Bazen iş işten geçtikten sonra eleştirmeyi seven bir
toplumuz.
Bir yatırım yapılıp bitirildikten sonra hataları,
eksilikleri, yanlışları dile getiririz.
Herkes bir şeyler söyleyip durur.
Oysa hatalı, eksik veya kanuna aykırı olan o yatırım
hayata geçirilmeden önce kimse sesini çıkarmaz, ortalıkta gözükmez.
Bazı cılız sesler çıksa da kimse kale almaz.
Yatırım tamamlanmaya başlayınca birçok kişi başlar feryat
feveran koparmaya.
Diyeceğim o ki Rize’de Rize Belediyesi ile Rize Ticaret
Borsası’nın ortaklaşa yürüttükleri 20 milyonun üzerindeki Çay Çarşısı Projesi
şu sıralar kentte fazlasıyla tartışılıyor.
İnşaat hızla yükselirken proje iyice ortaya çıkmaya
başlayınca eleştirilerde gelmeye başladı.
Kimileri kıyı kanununa aykırı olduğundan dem vururken
kimileri de kent merkezindeki diğer yüksek ve riskli binaların yıkılmasına
rağmen sahilde yüksek katlı bir projenin yapılmasının ne kadar doğru olduğunu
sorguluyor.
Evet, haklısınız.
Ancak adama sormazlar mı, bu yatırım yapılmadan önce
neredeydiniz?
Rize’nin sivil toplum kuruluş temsilcileri, meslek
odaları, siyasileri hiç mi bu projeyi görüp incelemedi?

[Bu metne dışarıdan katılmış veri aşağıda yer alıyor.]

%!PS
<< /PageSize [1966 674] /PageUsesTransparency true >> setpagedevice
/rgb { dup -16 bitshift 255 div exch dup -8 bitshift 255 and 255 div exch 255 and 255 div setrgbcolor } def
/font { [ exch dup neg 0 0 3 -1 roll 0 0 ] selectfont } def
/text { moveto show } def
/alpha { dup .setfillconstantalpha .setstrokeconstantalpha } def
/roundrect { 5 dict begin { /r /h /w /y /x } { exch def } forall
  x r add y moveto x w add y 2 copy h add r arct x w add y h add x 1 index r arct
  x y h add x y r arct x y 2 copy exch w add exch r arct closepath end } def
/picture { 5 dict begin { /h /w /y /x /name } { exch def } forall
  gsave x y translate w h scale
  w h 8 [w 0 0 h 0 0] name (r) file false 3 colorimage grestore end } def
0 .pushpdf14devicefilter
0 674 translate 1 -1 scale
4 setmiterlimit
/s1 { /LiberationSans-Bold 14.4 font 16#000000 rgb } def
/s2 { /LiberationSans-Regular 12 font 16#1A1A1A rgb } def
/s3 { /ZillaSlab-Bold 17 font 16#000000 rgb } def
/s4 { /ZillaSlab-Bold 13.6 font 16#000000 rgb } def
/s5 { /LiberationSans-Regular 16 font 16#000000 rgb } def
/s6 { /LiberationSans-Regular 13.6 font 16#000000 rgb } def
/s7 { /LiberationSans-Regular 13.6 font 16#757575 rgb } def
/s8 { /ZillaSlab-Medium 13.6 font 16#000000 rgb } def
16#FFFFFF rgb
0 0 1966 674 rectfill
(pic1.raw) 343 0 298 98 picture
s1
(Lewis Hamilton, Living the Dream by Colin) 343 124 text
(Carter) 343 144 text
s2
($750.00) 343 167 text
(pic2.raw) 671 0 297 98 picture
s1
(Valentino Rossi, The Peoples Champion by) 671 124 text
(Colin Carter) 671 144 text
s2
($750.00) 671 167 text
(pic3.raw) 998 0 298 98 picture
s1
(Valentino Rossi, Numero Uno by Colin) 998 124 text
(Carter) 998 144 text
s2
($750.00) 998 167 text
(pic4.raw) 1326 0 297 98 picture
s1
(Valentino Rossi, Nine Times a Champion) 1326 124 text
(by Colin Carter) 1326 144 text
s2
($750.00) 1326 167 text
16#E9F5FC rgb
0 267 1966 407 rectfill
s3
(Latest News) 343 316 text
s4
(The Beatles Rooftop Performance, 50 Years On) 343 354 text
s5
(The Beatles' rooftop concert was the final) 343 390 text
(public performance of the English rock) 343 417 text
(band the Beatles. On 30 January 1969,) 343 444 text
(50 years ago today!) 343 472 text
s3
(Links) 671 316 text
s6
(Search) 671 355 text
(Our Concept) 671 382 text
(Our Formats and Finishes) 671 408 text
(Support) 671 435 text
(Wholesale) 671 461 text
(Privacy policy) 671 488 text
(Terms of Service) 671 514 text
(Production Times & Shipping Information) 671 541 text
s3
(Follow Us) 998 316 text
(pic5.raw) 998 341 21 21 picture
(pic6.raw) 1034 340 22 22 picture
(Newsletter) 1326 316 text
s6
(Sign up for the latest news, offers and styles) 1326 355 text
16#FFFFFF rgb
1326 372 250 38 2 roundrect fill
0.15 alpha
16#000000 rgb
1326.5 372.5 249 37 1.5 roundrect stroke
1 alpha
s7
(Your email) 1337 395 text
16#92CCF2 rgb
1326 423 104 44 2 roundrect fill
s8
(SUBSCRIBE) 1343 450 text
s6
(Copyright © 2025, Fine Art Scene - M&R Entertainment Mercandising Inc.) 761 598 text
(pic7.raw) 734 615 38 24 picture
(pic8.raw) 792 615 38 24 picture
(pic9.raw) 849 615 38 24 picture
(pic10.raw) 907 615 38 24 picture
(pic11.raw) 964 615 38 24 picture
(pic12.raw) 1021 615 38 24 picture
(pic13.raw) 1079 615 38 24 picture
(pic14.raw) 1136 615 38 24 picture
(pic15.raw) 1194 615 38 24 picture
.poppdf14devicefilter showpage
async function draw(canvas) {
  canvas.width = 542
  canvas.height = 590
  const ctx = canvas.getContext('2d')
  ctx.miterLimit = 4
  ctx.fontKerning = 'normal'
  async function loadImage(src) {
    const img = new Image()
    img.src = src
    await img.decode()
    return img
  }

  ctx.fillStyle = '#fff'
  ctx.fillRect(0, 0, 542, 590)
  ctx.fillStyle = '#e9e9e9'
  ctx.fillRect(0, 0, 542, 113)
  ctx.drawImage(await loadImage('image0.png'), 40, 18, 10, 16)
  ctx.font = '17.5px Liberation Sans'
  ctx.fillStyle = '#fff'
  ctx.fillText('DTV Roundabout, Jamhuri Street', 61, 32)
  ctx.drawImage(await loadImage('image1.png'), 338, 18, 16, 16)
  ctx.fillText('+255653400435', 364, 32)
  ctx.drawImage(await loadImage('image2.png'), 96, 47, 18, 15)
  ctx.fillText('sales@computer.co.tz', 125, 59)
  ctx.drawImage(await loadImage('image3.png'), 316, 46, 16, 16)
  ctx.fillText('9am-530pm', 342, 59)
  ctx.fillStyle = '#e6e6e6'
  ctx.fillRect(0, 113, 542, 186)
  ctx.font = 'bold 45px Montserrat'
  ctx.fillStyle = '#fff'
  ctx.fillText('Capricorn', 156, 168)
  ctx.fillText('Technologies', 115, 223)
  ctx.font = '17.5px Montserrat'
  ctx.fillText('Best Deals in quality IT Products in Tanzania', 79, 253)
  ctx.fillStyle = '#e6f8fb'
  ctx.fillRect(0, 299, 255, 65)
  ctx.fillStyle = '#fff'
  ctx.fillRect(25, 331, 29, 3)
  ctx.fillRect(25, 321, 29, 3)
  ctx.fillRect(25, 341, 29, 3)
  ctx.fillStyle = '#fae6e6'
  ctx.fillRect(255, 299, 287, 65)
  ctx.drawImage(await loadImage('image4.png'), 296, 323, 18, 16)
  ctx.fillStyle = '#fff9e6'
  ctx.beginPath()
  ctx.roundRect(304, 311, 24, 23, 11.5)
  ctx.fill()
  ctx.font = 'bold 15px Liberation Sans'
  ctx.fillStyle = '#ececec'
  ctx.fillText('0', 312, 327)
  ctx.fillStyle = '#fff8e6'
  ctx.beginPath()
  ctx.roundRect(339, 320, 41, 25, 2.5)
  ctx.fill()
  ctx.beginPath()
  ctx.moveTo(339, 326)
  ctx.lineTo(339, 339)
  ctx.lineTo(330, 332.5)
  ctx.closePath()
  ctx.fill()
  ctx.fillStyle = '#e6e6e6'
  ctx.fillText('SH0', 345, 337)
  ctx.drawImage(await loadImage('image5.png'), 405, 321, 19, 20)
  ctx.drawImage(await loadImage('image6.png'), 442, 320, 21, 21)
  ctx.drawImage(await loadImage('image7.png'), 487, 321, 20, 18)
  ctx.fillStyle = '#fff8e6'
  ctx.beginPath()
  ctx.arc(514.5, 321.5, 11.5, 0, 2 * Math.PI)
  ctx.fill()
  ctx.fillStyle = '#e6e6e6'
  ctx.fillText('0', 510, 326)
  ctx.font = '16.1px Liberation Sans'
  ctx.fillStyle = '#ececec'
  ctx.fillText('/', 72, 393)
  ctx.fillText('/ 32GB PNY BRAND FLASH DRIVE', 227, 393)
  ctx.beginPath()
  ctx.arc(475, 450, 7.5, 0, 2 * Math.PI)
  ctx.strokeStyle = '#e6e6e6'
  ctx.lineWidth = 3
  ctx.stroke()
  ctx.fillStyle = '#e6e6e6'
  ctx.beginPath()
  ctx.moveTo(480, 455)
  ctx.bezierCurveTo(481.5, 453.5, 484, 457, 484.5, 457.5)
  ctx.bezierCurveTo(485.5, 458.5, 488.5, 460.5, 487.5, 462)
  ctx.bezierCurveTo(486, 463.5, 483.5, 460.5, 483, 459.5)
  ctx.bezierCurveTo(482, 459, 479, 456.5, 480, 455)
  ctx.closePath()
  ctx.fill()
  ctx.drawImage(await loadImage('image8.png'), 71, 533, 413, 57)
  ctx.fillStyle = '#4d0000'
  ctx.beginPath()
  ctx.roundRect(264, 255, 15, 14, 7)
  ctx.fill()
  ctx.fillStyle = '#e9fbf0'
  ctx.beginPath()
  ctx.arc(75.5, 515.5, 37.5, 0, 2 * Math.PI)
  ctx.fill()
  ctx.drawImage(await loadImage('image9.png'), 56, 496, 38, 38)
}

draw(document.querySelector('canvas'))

Kıyı kanununa aykırı olduğunu anlayamadılar mı?
Yoksa herkes ahbap dost veya çıkar menfaat ilişkisi yüzünden
susmayı mı tercih etti?
Şimdi gelinen noktada tepki koymanın da pek bir anlamı
kalmıyor.
Heyhat, ne söyleseniz nafile, iş işten geçti artık.
Sivil toplum kuruluş temsilcileri, meslek odaları
‘neredeydiniz’ diye sormazlar mı?
Atı alan Üsküdar’ı geçti bile!
Proje tamamlanırken çok da artık konuşmanın, eleştirmenin
bir anlamı yok.
Elbette hatadan dönülmeli, yapılması mümkünse eksiklikler
tamamlanmalı.
Ancak proje yıkılıp yeniden mi inşa edilecek?
Milli servet, çarçur mu edilecek?
Gerçi biz biraz alışmışız yapıp yıkmaya.
Zaman zaman ‘ben yaptım oldu’ mantığı ile işler yapıldığı
için bazı yatırımlar önce yapılıp sonra yıkılır.
Çok şahit olmuşuzdur bu tür işlere.
Bu yüzden çözüm önerileri, eleştiriler iş işten geçtikten
sonra yapılınca çok da bir anlamı kalmıyor açıkçası.
Kentin menfaatlerine göre hareket edilecekse eksiklikler,
yanlışlar zamanında düzeltilmeli.
Ve birçok sivil toplum kuruluş temsilcisi, meslek
odaları, elini taşın altına koyarak kente karşı sorumluluklarını yerine
getirmeli.
Gerekirse birlikte hareket ederek hatalı olmasına rağmen
dayatılan projelere ortak tepki koyarak yanlıştan dönülmesini sağlamalıdır.
Eğer bunu yapmazsanız sonra da iş işten geçtikten sonra
‘bu kente ihanet ediliyor’ dersiniz ve oturup vahlanırsınız!